Copy the listing that follows exactly. Its pictures do not belong in the copy.

╔══

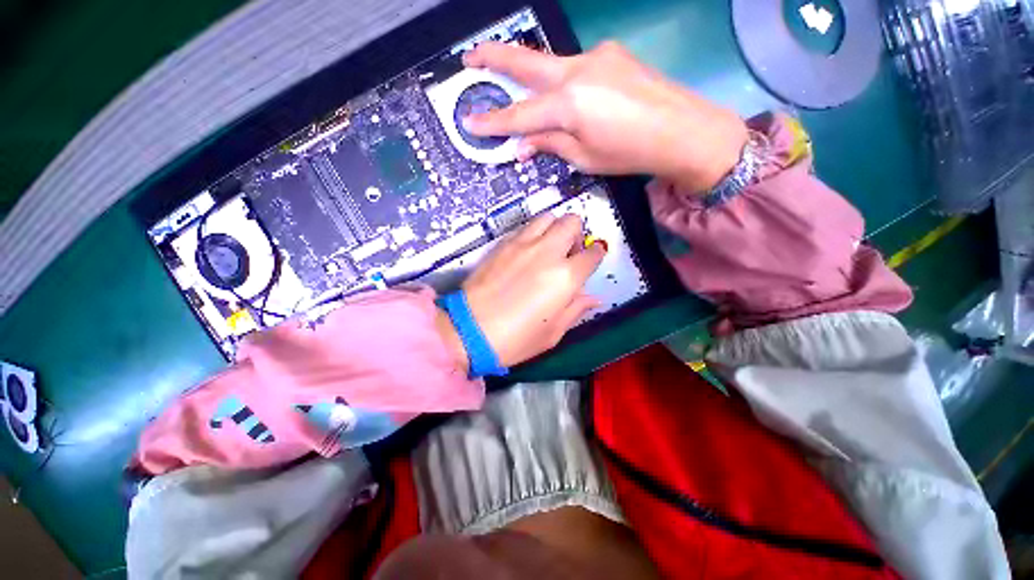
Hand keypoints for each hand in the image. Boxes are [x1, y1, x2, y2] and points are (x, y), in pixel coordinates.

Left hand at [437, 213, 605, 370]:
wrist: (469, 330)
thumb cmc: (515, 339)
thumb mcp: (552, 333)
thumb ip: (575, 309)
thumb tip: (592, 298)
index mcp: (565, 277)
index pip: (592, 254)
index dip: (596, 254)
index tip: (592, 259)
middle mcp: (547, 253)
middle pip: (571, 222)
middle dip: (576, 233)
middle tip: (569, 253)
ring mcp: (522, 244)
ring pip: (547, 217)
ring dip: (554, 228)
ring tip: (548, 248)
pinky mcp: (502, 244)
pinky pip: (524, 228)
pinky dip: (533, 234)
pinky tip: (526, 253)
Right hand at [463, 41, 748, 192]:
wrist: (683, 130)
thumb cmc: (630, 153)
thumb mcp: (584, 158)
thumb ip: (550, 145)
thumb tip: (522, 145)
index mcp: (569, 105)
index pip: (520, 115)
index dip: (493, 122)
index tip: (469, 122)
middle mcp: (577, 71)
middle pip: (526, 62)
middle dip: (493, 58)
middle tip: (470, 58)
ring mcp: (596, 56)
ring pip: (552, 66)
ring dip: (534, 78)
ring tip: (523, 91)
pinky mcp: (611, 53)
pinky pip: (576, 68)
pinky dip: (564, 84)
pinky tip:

╚══

* WRITTEN RESPONSE *
Hand keypoints for each hand in the image. Boxes are [x1, y1, x2, y2] and points are (x, y), in pixel coordinates.

Left hand at [437, 213, 605, 370]:
wrist: (469, 330)
thumb cmc: (515, 339)
thumb mcp: (552, 333)
thumb ip: (575, 309)
thumb tip: (592, 298)
index mcp: (565, 277)
index pip: (592, 254)
index dip: (596, 254)
index tip: (592, 259)
middle mcp: (547, 253)
middle pip: (571, 222)
middle dip: (576, 233)
middle tip: (569, 253)
ring mcp: (522, 244)
ring pip: (547, 217)
ring dip: (554, 228)
ring tip: (548, 248)
pinky mcp: (502, 244)
pinky pip: (524, 228)
pinky dip: (533, 234)
pinky tip: (526, 253)
Right hand at [463, 41, 748, 192]:
wrist: (683, 130)
thumb cmc: (630, 153)
thumb mcp: (584, 158)
thumb ip: (550, 145)
thumb tip: (522, 145)
index mcp: (569, 105)
index pip: (520, 115)
index dip: (493, 122)
index tip: (469, 122)
middle mcp: (577, 71)
middle pip: (526, 62)
middle dip: (493, 58)
middle tip: (470, 58)
ring mcp: (596, 56)
ring pip: (552, 66)
ring dip: (534, 78)
ring tip: (523, 91)
pinky mcp: (611, 53)
pinky pip: (576, 68)
pinky dip: (564, 84)
pinky tip:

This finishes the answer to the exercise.